FIG. 1 shows a downhole cleaning system in a casing
FIG. 2 shows a partly cross-sectional view along the longitudinal direction of the downhole cleaning system seen from the side
FIG. 3 shows a partly cross-sectional view of another embodiment of the system
FIG. 4 shows another embodiment of the downhole cleaning system in a casing.
FIG. 1 shows a downhole cleaning system 1 for cleaning an element 2 , such as a gas lift valve (GLV), a sleeve or a side pocket mandrel, in a casing 3 in a wellbore 4 comprising well fluid 5 having a well fluid pressure Pw.
the downhole cleaning system 1 comprises the casing 3 and a wireline cleaning tool 10 .
the wireline cleaning tool 10 has a longitudinal direction 11 , and comprises in the end furthest away from the surface a rotatable nozzle head 12 having a plurality of nozzles 13 for cleaning the gas lift valve by jetting high pressurised well fluid out through the nozzles towards the valve.

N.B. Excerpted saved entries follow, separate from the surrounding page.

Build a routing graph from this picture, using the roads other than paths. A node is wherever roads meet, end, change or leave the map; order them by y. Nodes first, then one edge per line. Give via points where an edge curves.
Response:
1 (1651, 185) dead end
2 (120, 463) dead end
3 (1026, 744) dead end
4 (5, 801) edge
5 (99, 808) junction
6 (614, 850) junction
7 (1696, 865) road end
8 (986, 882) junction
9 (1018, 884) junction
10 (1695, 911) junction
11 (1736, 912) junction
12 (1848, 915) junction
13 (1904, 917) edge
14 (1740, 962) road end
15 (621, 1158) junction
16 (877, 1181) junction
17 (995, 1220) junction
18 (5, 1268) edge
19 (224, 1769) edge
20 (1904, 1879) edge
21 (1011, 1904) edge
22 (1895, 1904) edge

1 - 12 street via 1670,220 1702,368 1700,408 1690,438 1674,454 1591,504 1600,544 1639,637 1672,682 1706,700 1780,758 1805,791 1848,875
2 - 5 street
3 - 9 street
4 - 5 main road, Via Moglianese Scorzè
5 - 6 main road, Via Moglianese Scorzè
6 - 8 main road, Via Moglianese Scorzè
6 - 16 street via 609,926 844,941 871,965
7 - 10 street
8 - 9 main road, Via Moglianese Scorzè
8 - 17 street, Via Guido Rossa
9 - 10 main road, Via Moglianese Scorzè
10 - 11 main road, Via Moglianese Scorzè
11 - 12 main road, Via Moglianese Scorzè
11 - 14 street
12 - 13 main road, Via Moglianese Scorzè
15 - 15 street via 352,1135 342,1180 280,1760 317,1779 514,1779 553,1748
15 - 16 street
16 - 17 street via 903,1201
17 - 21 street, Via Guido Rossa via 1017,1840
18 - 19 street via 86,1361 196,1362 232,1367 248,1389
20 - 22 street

the cleaning operation can be performed anywhere in the well, also in the more horizontal parts of the well. No landing nipple is required in order to perform a cleaning operation.
the system is easy to use and the cleaning tool easily retrieved from the well by pulling in the wireline.
the wireline cleaning tool 10 has a tool housing 14 having an inlet 15 for letting well fluid into the tool 10 and the inlet 15 is inside the tool in fluid communication with the nozzles 13 .
the well fluid travels in through the inlet and out through the nozzle head, illustrated with arrows.
the wireline cleaning tool 10 is submerged into the casing 3 in the well and a flow hindering element 16 arranged on an outside 17 of the housing 14 is set or inflated so that it divides the casing 3 in a first 20 and a second casing part 21 .
the well fluid in the first casing part 21 can be pressurised from the top of the well by a pumping device 23 and the fluid is forced into the inlets 15 and out through the nozzles in order to clean the casing or elements therein.
the second part of the casing 21 has a substantially lower well fluid pressure so that the high pressurised well fluid in the first part 20 can be ejected as jets or beams in the well fluid in the second part of the casing.
the casing is used as the coiled tubing or drill pipe in order to provide the nozzles with high pressurised fluid; however, the fluid jetted from the nozzles is not a special cleaning fluid but merely the well fluid surrounding the tool.
the environment surrounding the gas lift valve to be cleaned is not interfered.
the wireline cleaning tool 10 is connected with a wireline 41 .
the tool comprises an electronic section 30 , a motor 31 , a pump 32 and an anchoring device 33 in a first tool part 18 above the flow hindering element 16 .
the nozzle head 12 is arranged in a second tool part 19 below the flow hindering element 16 .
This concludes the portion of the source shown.